TASK →
Beneath this task are records; print exactly the stretch of them from the line with "ring mcp: (266, 165)" through the line with "index pip: (166, 104)", both ends included.
===== EXERCISE DATA =====
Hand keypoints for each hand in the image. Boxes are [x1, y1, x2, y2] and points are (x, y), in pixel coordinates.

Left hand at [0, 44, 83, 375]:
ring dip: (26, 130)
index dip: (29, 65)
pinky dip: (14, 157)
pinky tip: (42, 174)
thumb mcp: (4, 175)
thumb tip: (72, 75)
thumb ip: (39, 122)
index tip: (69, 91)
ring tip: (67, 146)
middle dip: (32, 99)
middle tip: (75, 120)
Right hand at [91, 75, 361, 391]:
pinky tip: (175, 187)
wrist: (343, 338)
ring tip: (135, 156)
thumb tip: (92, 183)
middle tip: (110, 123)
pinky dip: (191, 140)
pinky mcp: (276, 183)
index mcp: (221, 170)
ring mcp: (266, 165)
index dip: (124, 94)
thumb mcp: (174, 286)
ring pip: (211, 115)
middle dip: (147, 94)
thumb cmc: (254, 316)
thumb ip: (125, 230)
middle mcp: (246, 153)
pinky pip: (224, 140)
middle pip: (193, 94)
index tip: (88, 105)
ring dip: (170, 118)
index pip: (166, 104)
=====
===== EXERCISE DATA =====
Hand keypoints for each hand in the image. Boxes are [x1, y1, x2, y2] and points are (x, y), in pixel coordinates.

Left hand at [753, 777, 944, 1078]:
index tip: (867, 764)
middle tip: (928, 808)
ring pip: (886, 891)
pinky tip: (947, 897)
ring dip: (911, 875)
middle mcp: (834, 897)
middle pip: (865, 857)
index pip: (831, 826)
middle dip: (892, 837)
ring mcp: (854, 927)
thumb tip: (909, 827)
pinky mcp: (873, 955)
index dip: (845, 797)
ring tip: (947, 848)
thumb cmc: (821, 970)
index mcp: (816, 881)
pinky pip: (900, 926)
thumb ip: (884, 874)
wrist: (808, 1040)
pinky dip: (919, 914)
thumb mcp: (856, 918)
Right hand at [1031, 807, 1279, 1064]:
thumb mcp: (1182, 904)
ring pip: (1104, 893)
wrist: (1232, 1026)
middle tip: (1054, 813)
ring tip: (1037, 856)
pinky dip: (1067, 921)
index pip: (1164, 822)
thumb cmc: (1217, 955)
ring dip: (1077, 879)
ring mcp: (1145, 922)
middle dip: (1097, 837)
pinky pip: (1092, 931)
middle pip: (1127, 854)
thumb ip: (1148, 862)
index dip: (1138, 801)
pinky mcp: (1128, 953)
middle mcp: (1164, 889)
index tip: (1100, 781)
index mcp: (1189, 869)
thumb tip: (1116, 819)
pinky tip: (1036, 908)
=====
EXERCISE SOLUTION →
ring mcp: (266, 165)
index dip: (124, 94)
thumb mcp: (174, 286)
ring pip: (211, 115)
middle dip: (147, 94)
thumb cmc: (254, 316)
thumb ip: (125, 230)
middle mcp: (246, 153)
pinky pip: (224, 140)
middle pip: (193, 94)
index tip: (88, 105)
ring dip: (170, 118)
index pip: (166, 104)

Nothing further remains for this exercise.